Blown through with memories
by Diana Calvert
Review by Frank Ruhrmund
ONE of the highlights of this year's St Ives Festival for poetry lovers in general and for admirers of Arthur Caddick in particular, is sure to be the launch in St Ives Library, held in conjunction with St Ives Bookshop, at 3pm on Tuesday, September 9, of I'll Raise the Wind Tomorrow. Published by Finishing Publications, Stevenage, an account of her childhood by the poet's daughter Diana Calvert, and an expanded version of that previously published under the same title in 1994, it comes complete with a CD of the author's father reading his poetry in his inimitable voice – a treat in itself.
But this is a book filled with treats, from its author's candour in recalling the birth of her sister Caroline, to her moving account of a Christmas rescued from oblivion by the arrival of a compensation cheque from the electricity board for an injury her father suffered when operating the switches for it – one of the duties which went with the family occupancy of Windswept Cottage at Nancledra, and which led to a Christmas Eve shopping spree in St Ives. An outing which culminated in one of the family's "most treasured moments: moments that knitted us all together in a warm blanket of love and joy."
While this may seem overly sentimental, it is far from being so. Diana Calvert does not look back at her childhood and her family through rose-tinted spectacles but with honesty and, on the very next page she describes how "Father Christmas ended abruptly for us all when I was about 11. At about midnight we were awoken by sounds that evoked thoughts of an earth tremor. All our precious presents came tumbling downstairs, followed closely by dad, while mum stood in the hallway speechless with exasperation. Dad blamed the stair carpet, mum blamed the rum punch but for all of us, Father Christmas was no more."
Mention of her Mum, reminds one of the saying that behind every great man there is a great woman, and there is no doubt that her mother Peggy was, if anything, greater than great.
From their days at Windswept Cottage in Cornwall and their Devon days to their very last days in Gloucestershire, Diana Calvert gives a frank and faithful account of what life was like for a child with a poet father.
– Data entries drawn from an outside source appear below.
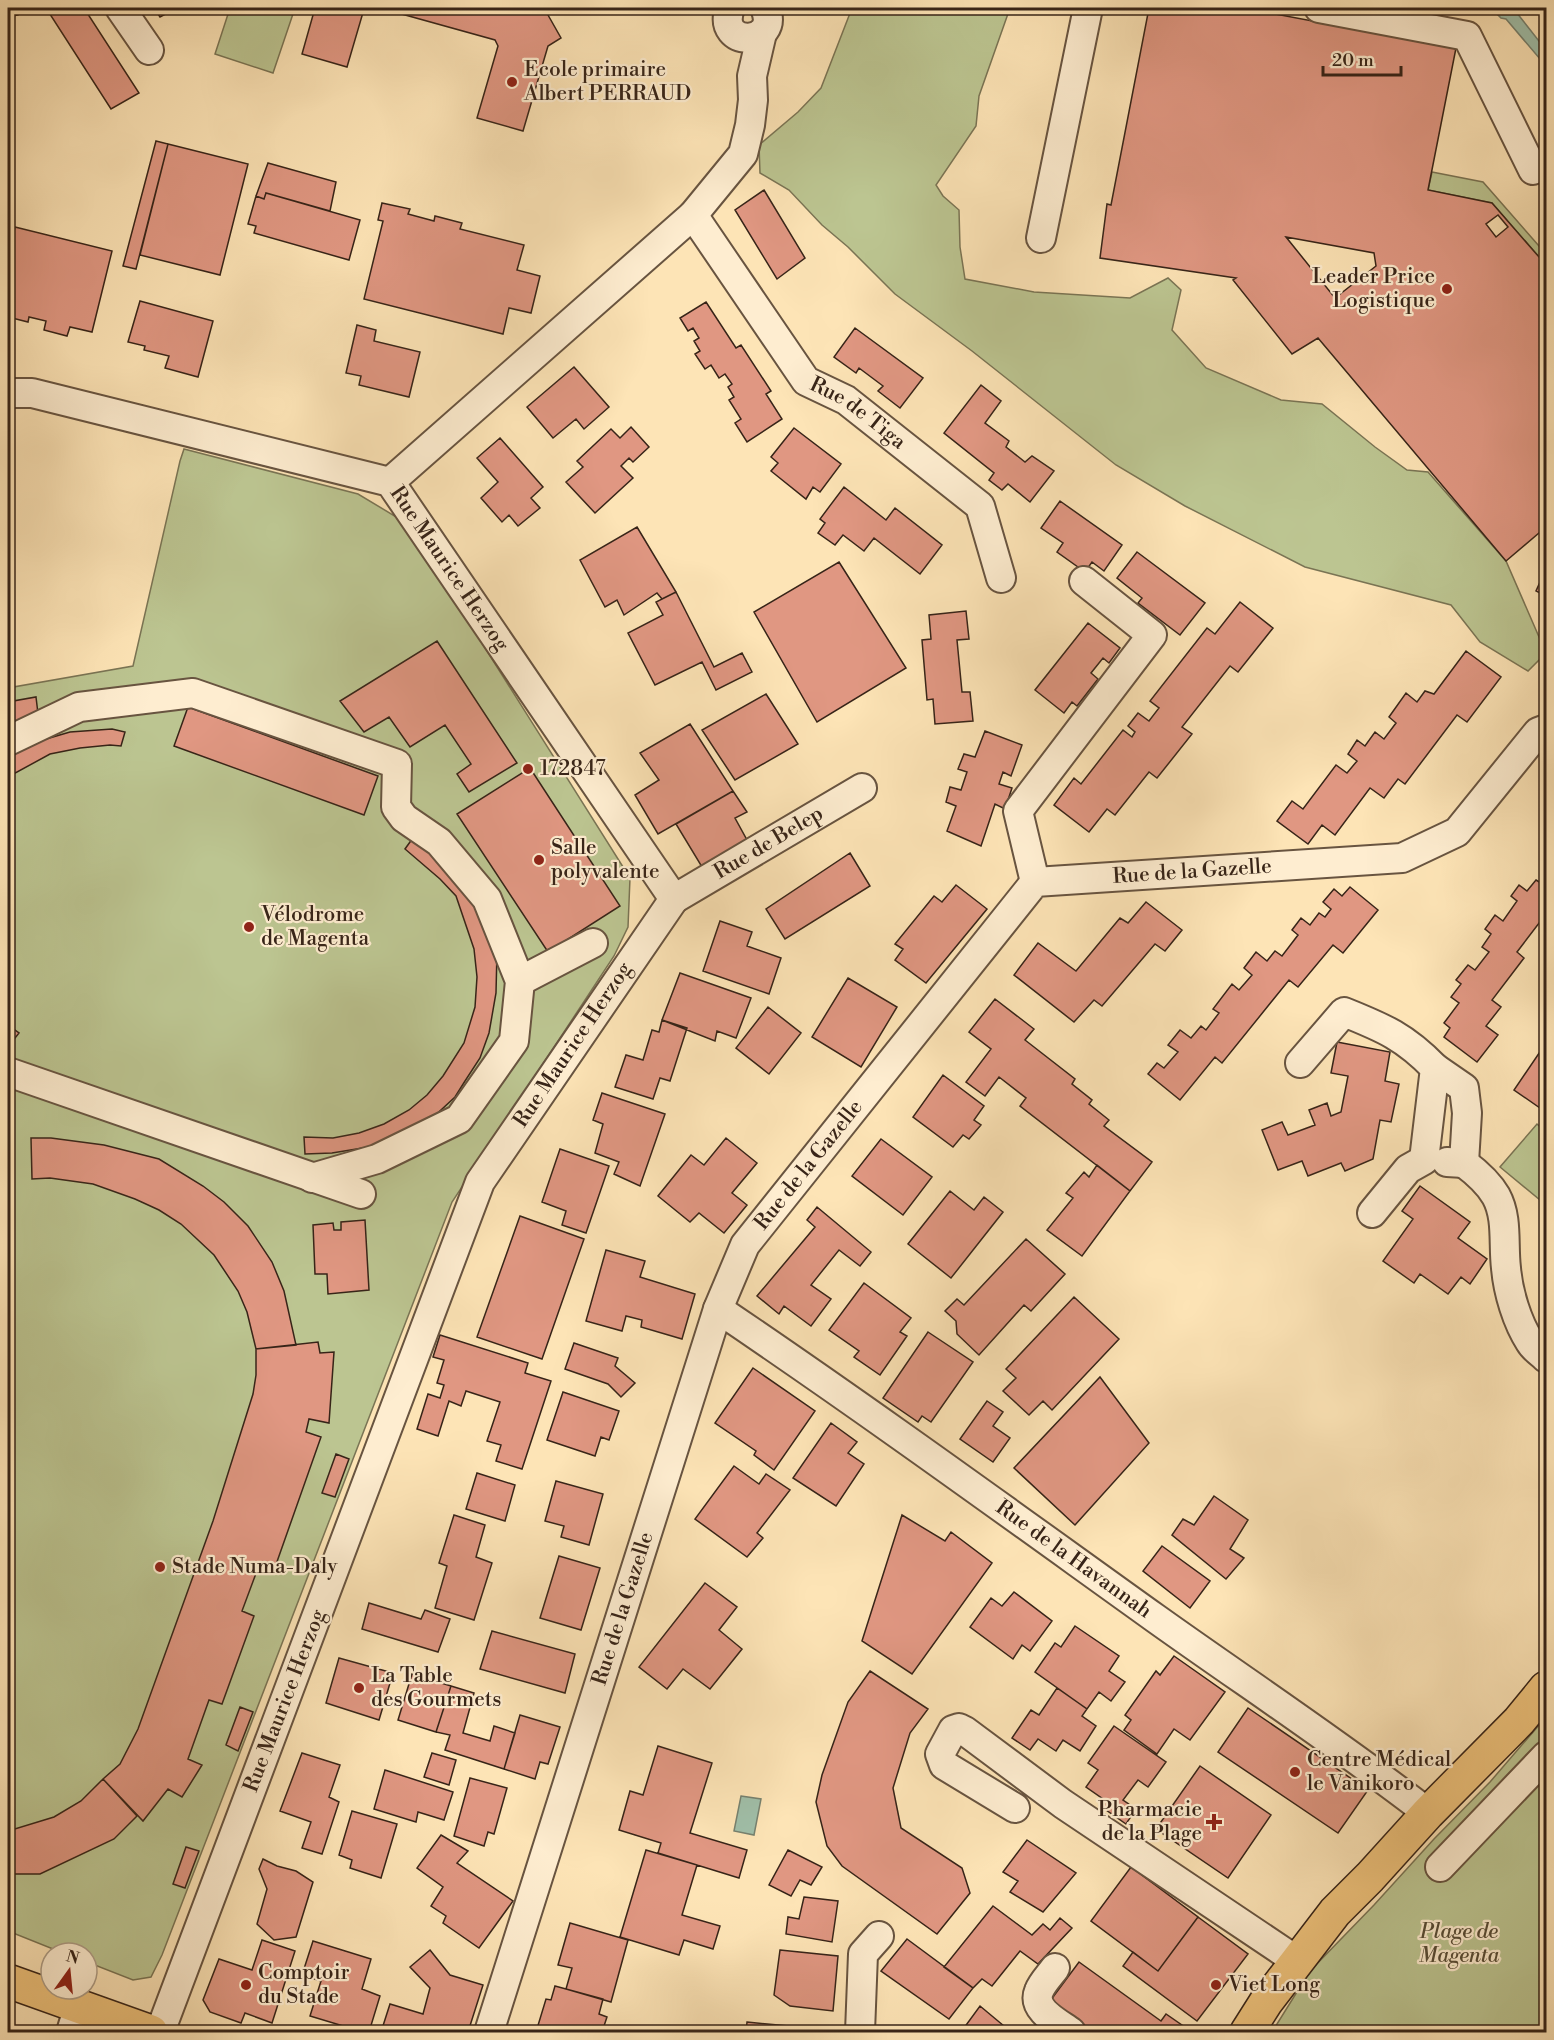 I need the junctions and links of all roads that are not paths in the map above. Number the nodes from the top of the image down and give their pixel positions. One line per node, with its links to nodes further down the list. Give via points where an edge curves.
1 (120, 8): 6 (street)
2 (1088, 8): 10 (street)
3 (1319, 8): 8 (street, via 1467,36)
4 (726, 17): 5 (street, via 744,38 750,38); 7 (street)
5 (769, 18): 7 (street)
6 (149, 50)
7 (752, 76): 9 (street, via 753,100 743,154)
8 (1542, 171)
9 (693, 215): 12 (street); 13 (street, Rue de Tiga, via 806,381 846,400 980,506)
10 (1041, 238)
11 (8, 393): 12 (street, Rue Maurice Herzog, via 32,393)
12 (390, 482): 19 (street, Rue Maurice Herzog)
13 (1001, 578)
14 (1084, 581): 18 (street, via 1152,635 1018,811)
15 (1546, 729): 18 (street, Rue de la Gazelle, via 1538,732 1457,832 1402,858)
16 (8, 741): 21 (street, via 79,707 194,693 397,764 396,807 404,818 439,842 487,899)
17 (862, 788): 19 (street, Rue de Belep)
18 (1035, 882): 30 (street, Rue de la Gazelle, via 745,1245)
19 (674, 899): 43 (street, Rue Maurice Herzog, via 480,1182)
20 (593, 943): 21 (street)
21 (520, 981): 27 (street, via 514,1041 459,1119 377,1159)
22 (1300, 1063): 23 (street, via 1344,1012 1387,1029)
23 (1435, 1068): 25 (street); 26 (street, via 1464,1088)
24 (8, 1072): 27 (street)
25 (1424, 1160): 26 (street); 29 (street, via 1408,1169)
26 (1464, 1163): 31 (street, via 1482,1177 1496,1197 1505,1233 1506,1268 1520,1322 1530,1344)
27 (312, 1178): 28 (street)
28 (361, 1194)
29 (1372, 1213)
30 (718, 1309): 35 (street, Rue de la Havannah); 44 (street, Rue de la Gazelle)
31 (1546, 1358)
32 (1546, 1688): 35 (main road, via 1519,1721)
33 (1546, 1756): 36 (street)
34 (1015, 1808): 38 (street, via 944,1765 940,1754 953,1730 965,1731 1063,1804)
35 (1428, 1813): 38 (main road, via 1335,1912)
36 (1440, 1867)
37 (879, 1936): 45 (street, via 862,1954)
38 (1297, 1961): 47 (main road)
39 (1055, 1968): 46 (street, via 1038,1992 1038,2003 1042,2011)
40 (8, 1980): 41 (main road)
41 (75, 2019): 42 (main road)
42 (151, 2032)
43 (160, 2032)
44 (489, 2032)
45 (860, 2032)
46 (1071, 2032)
47 (1247, 2032)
She links many of the poems he wrote with family events.
Perhaps the most moving, heartfelt and revelatory passage in her memoir is that in which she recalls her move to the big-ones' classroom at school. "This was my first taste of being an outsider, and to this day I can still be haunted by that intangible feeling of aloneness, like an echo from long ago.
"The trouble was that my father was a poet and to the other children in the class this meant our family was "queer" in the old-fashioned sense.
" If only I could have told them about his poetry. It clung to me like Cornish mist and saturated my senses with its beauty and poignancy. They saw a man with a booming voice, partial to drink and eccentric behaviour. I saw one of many colours, variable as the west wind, often infuriating, usually impossible, but so full of poetry and romance it was impossible not to love him. My mother found him the same and spent endless hours trying to convince herself otherwise.."
One of Cornwall's finest, one whose poems still have the power to move one to laughter as well as "cling like Cornish mist" to the soul – if only Arthur Caddick and his wife Peggy could be here now. While they would probably be surprised at much of what their daughter Diana has to say, at the same time I'm sure they would also be immensely pleased and proud of her for putting life with the poet Arthur Caddick and his family in context and, as it were, setting the record straight.